While our hypothesis predicted a potential decrease in energy consumption when swinging our arms, within the concept of metabolically-optimized walking, one would expect that any deviation from a self-chosen gait would actually increase the energy costs. Our results, however, did not show an increase in energy consumption with a slightly exaggerated arm swing. In fact, the energy consumption was even slightly lower. While this difference was not significant, and might even be due to measurement artefacts, we were still surprised to see it.
What, in your opinion, are some of the greatest achievements in your field and how has this influenced your research?
MdG: Since we are still Msc students, we do not have a very specialized field of study yet. Human movement sciences – the name of our Bsc and Msc studies – is a very broad field of study that covers everything related to human movement, from psychology to biomechanics and from tissue engineering to neuroscience. Therefore, it is hard to pinpoint just one (or a few) great achievements. One of the papers I remember reading during my Bsc that I think had a lot of impact was an early design for a force plate, something that is almost omnipresent in human movement sciences (or at least biomechanics) nowadays. I think the design of such key pieces of equipment are the greatest achievements, since they have enabled the execution of many other important studies. More recently, I think machine learning techniques could fulfill such a role in improving our understanding of the functioning of our bodies (especially in neuroscience). It has not yet made its introduction into the core curriculum with in our Bsc or Msc programs, but I can see that changing not too long from now.
JH: Human movement scientists dare to think outside the box. For example, all speedskaters used skates with fixed metal blades. However, human movement scientists developed the klapskate because their knowledge told them speedskaters could skate faster.
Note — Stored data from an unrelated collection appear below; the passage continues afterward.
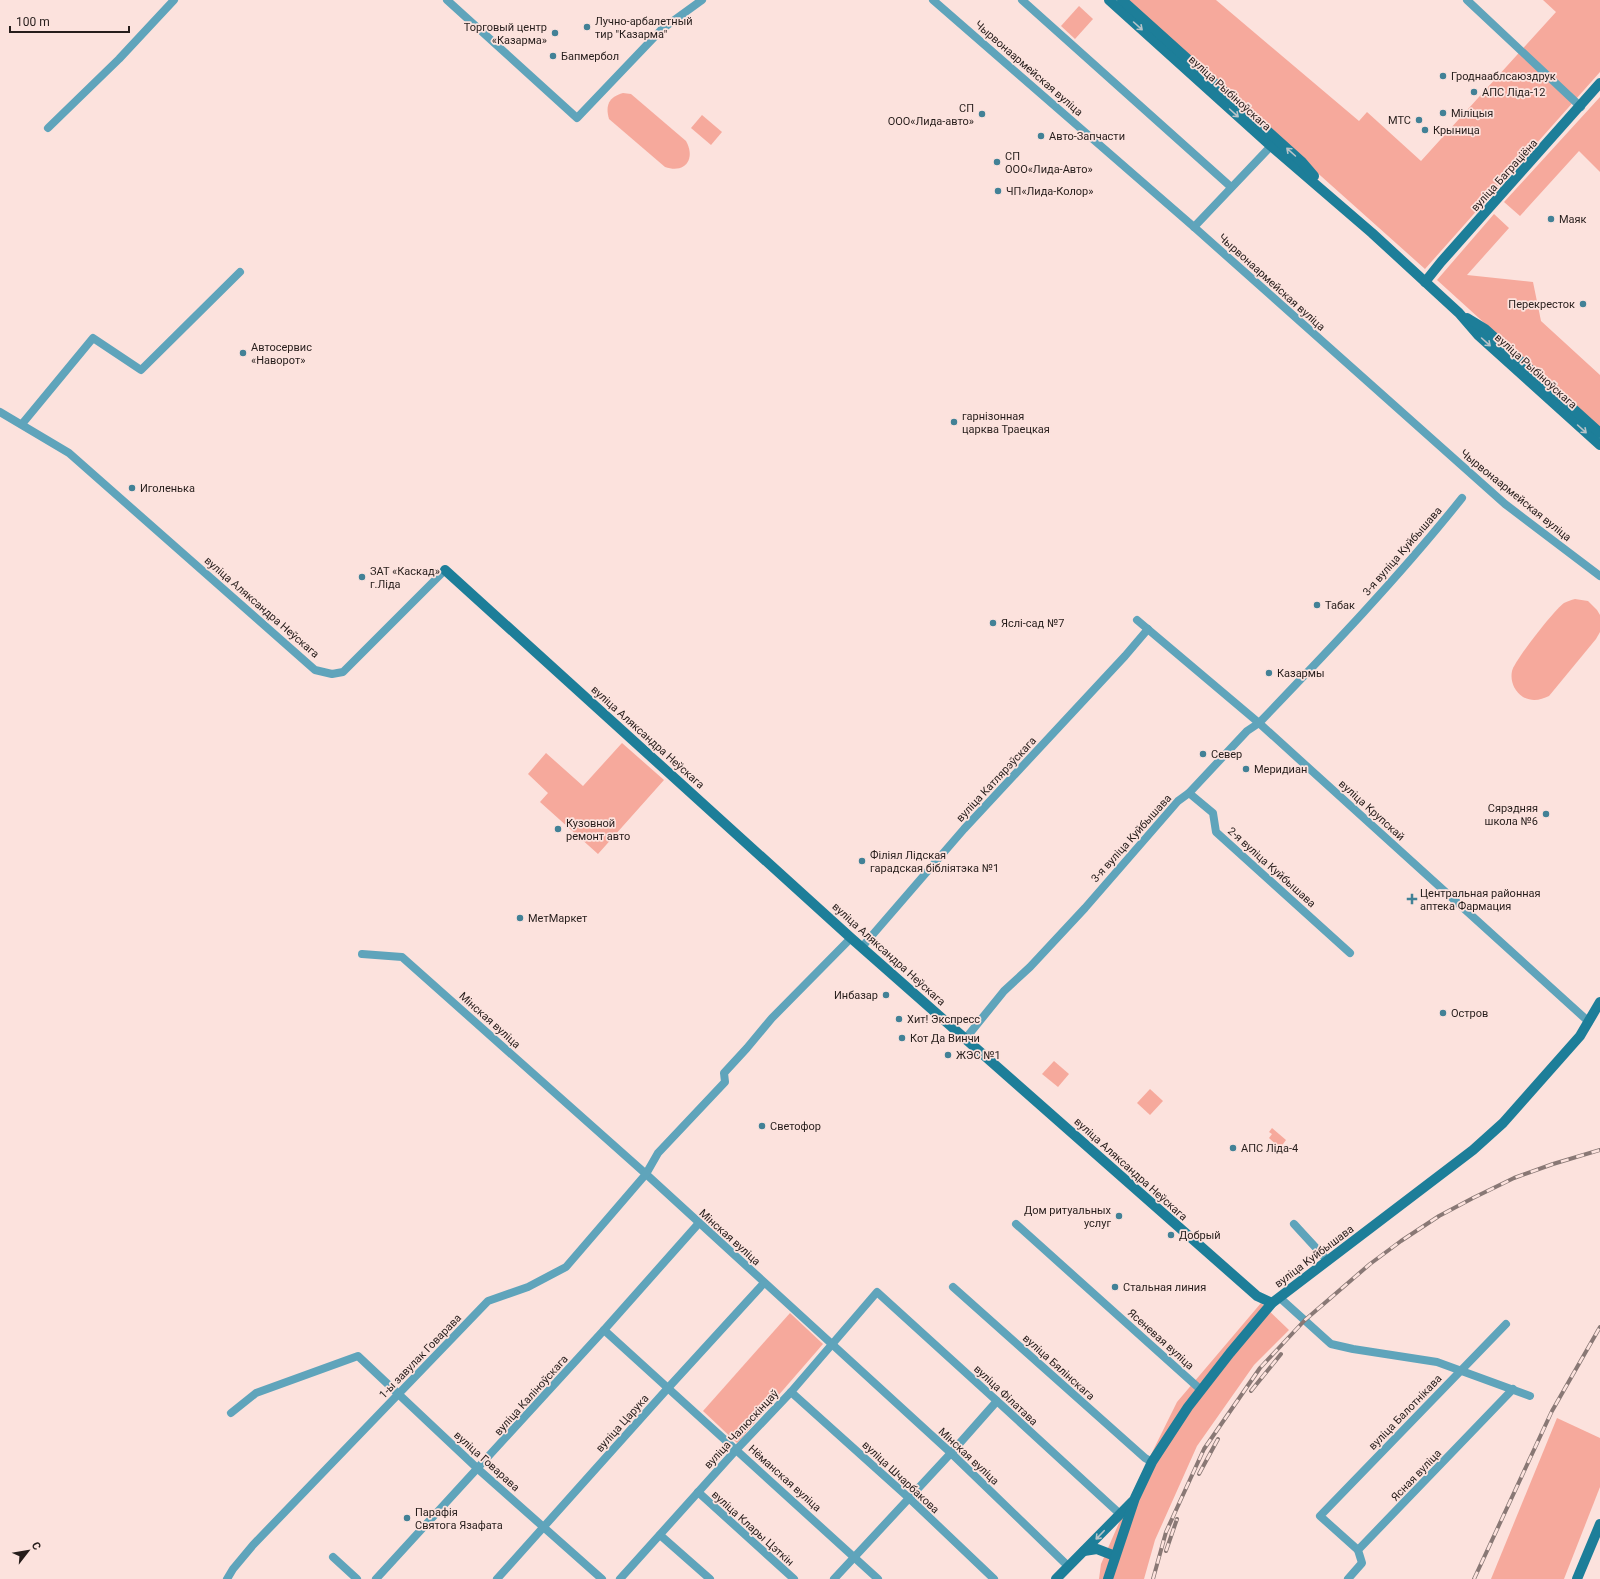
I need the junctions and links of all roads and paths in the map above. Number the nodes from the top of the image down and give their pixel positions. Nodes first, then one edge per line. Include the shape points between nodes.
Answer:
1 (174, 0) edge
2 (447, 0) edge
3 (702, 0) edge
4 (933, 0) edge
5 (1022, 0) edge
6 (1109, 0) edge
7 (1122, 0) edge
8 (1467, 0) edge
9 (1600, 84) edge
10 (1581, 106) junction
11 (48, 128) dead end
12 (1271, 146) junction
13 (1231, 187) junction
14 (1336, 202) junction
15 (1194, 227) junction
16 (240, 272) dead end
17 (1425, 282) junction
18 (1459, 313) junction
19 (0, 412) edge
20 (22, 424) junction
21 (1600, 434) edge
22 (1600, 445) edge
23 (1462, 498) dead end
24 (445, 570) joint
25 (1600, 576) edge
26 (1136, 620) dead end
27 (1148, 629) junction
28 (1259, 723) junction
29 (1189, 793) junction
30 (851, 938) junction
31 (862, 947) junction
32 (1350, 953) dead end
33 (362, 954) dead end
34 (1600, 1002) edge
35 (1589, 1022) junction
36 (966, 1038) junction
37 (646, 1174) junction
38 (699, 1223) junction
39 (1016, 1224) dead end
40 (1294, 1224) dead end
41 (1328, 1261) junction
42 (764, 1283) junction
43 (953, 1287) dead end
44 (877, 1292) joint
45 (1276, 1300) junction
46 (1506, 1324) dead end
47 (604, 1330) junction
48 (832, 1344) junction
49 (1460, 1371) junction
50 (668, 1388) junction
51 (1513, 1389) junction
52 (1201, 1390) junction
53 (791, 1392) junction
54 (398, 1394) junction
55 (1530, 1396) dead end
56 (997, 1401) junction
57 (231, 1413) dead end
58 (736, 1450) junction
59 (951, 1453) junction
60 (1152, 1462) junction
61 (478, 1469) junction
62 (698, 1492) junction
63 (909, 1498) junction
64 (1135, 1498) junction
65 (1120, 1514) junction
66 (1600, 1524) edge
67 (544, 1527) junction
68 (660, 1535) junction
69 (1358, 1550) junction
70 (1084, 1551) junction
71 (1115, 1556) junction
72 (333, 1557) dead end
73 (855, 1557) junction
74 (1068, 1566) junction
75 (227, 1579) edge
76 (357, 1579) edge
77 (376, 1579) edge
78 (497, 1579) edge
79 (602, 1579) edge
80 (620, 1579) edge
81 (710, 1579) edge
82 (794, 1579) edge
83 (834, 1579) edge
84 (878, 1579) edge
85 (994, 1579) edge
86 (1056, 1579) edge
87 (1108, 1579) edge
88 (1348, 1579) edge
89 (1577, 1579) edge

1 - 11 street via 119,59
2 - 3 street via 577,118 662,29
4 - 15 street, Чырвонаармейская вуліца
5 - 13 street
6 -> 12 main road, вуліца Рыбіноўскага
14 -> 7 main road, вуліца Рыбіноўскага via 1302,162
8 - 10 street
9 - 10 main road, вуліца Баграціёна
10 - 17 main road, вуліца Баграціёна
12 - 13 street
12 - 14 main road, вуліца Рыбіноўскага
13 - 15 street
14 - 17 main road, вуліца Рыбіноўскага
15 - 25 street, Чырвонаармейская вуліца via 1505,504
16 - 20 street via 141,370 93,338
17 - 18 main road, вуліца Рыбіноўскага
18 - 21 main road, вуліца Рыбіноўскага via 1485,329
18 -> 22 main road, вуліца Рыбіноўскага via 1478,335
19 - 20 street, вуліца Аляксандра Неўскага
20 - 24 street, вуліца Аляксандра Неўскага via 68,453 315,670 332,674 343,672
23 - 28 street, 3-я вуліца Куйбышава via 1400,572
24 - 30 main road, вуліца Аляксандра Неўскага
26 - 27 street, вуліца Крупскай
27 - 28 street, вуліца Крупскай
27 - 31 street, вуліца Катлярэўскага via 964,829
28 - 29 street, 3-я вуліца Куйбышава via 1247,731
28 - 35 street, вуліца Крупскай
29 - 32 street, 2-я вуліца Куйбышава via 1213,813 1216,832
29 - 36 street, 3-я вуліца Куйбышава via 1178,801 1030,967 1004,991
30 - 31 main road, вуліца Аляксандра Неўскага
30 - 37 street, 1-ы завулак Говарава via 772,1018 724,1073 725,1082 658,1153
31 - 36 main road, вуліца Аляксандра Неўскага
33 - 37 street, Мінская вуліца via 402,956
34 - 35 main road, вуліца Куйбышава
35 - 41 main road, вуліца Куйбышава via 1580,1036 1503,1123 1478,1146
36 - 45 main road, вуліца Аляксандра Неўскага via 1256,1296
37 - 38 street, Мінская вуліца
37 - 54 street, 1-ы завулак Говарава via 566,1267 528,1287 488,1301
38 - 42 street, Мінская вуліца
38 - 47 street, вуліца Каліноўскага
39 - 52 street, Ясеневая вуліца
40 - 41 street
41 - 45 main road, вуліца Куйбышава
42 - 48 street, Мінская вуліца
42 - 50 street, вуліца Царука
43 - 60 street, вуліца Бялінскага
44 - 48 street, вуліца Чалюскінцаў
44 - 56 street, вуліца Філатава
45 - 49 street, вуліца Аляксандра Неўскага via 1331,1344 1438,1362
45 - 52 main road, вуліца Куйбышава
46 - 49 street, вуліца Балотнікава
47 - 50 street, Нёманская вуліца
47 - 61 street, вуліца Каліноўскага
48 - 53 street, вуліца Чалюскінцаў
48 - 59 street, Мінская вуліца
49 - 51 street, вуліца Аляксандра Неўскага
49 - 69 street, вуліца Балотнікава via 1320,1516
50 - 58 street, Нёманская вуліца
50 - 67 street, вуліца Царука
51 - 55 street, вуліца Аляксандра Неўскага
51 - 69 street, Ясная вуліца
52 - 60 main road, вуліца Куйбышава
53 - 58 street, вуліца Чалюскінцаў
53 - 63 street, вуліца Шчарбакова
54 - 57 street, вуліца Говарава via 358,1356 256,1393
54 - 61 street, вуліца Говарава
54 - 75 street, 1-ы завулак Говарава via 253,1545
56 - 59 street
56 - 65 street, вуліца Філатава
58 - 62 street, вуліца Чалюскінцаў
58 - 73 street, Нёманская вуліца
59 - 63 street
59 - 74 street, Мінская вуліца
60 - 64 main road, вуліца Куйбышава
61 - 67 street, вуліца Говарава
61 - 77 street, вуліца Каліноўскага
62 - 68 street, вуліца Чалюскінцаў
62 - 82 street, вуліца Клары Цэткін
63 - 73 street
63 - 85 street, вуліца Шчарбакова
64 - 65 main road
64 - 71 main road, вуліца Куйбышава
65 -> 70 main road
66 - 89 main road
67 - 78 street, вуліца Царука
67 - 79 street, вуліца Говарава
68 - 80 street, вуліца Чалюскінцаў
68 - 81 street
69 - 88 street via 1362,1564
70 - 71 main road via 1097,1549
70 - 74 main road
71 - 87 main road, вуліца Куйбышава
72 - 76 street
73 - 83 street
73 - 84 street, Нёманская вуліца
74 - 86 main road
This way of thinking is very important in our field to develop new things and improve existing ones to perform better in both sport and rehabilitation.
“I think the design of […] key pieces of equipment are the greatest achievements, since they have enabled the execution of many other important studies.”
What changes do you think could improve the professional lives of early-career scientists?
MdG: Since I am still a student, I do not yet have a complete image of life as a scientist. For me, the main problem right now is funding. I'd love to continue the research I'm doing during my master's into a PhD project, but it's not easy to find a way to finance this. Most grants I found required several years of research experience to apply. I think this makes early-career scientists very dependent on their PIs. Opening up more grants for starting researchers might not be a bad thing.
What's next for you?
MdG: Currently, I'm working on my Msc thesis, where I am trying to record somatosensory evoked potentials over the spinal cord using high-density electromyography. I am aiming to obtain my Msc degree this summer and hope to find a PhD position in a related field.
JH: Like Myriam, right now I am working on my thesis to obtain my Msc degree. It is about the effects of a high ambient temperature in combination with a high relative humidity on the cognitive functioning of elite athletes. My results will be used by the Dutch Olympic Team to optimally prepare for the Olympic Summer Games Tokyo, Japan. I am trying to finish my master's degree by end of this year, 2019. After finishing, I will try to find a job where I can apply my knowledge about human movement sciences in the (elite) sport context.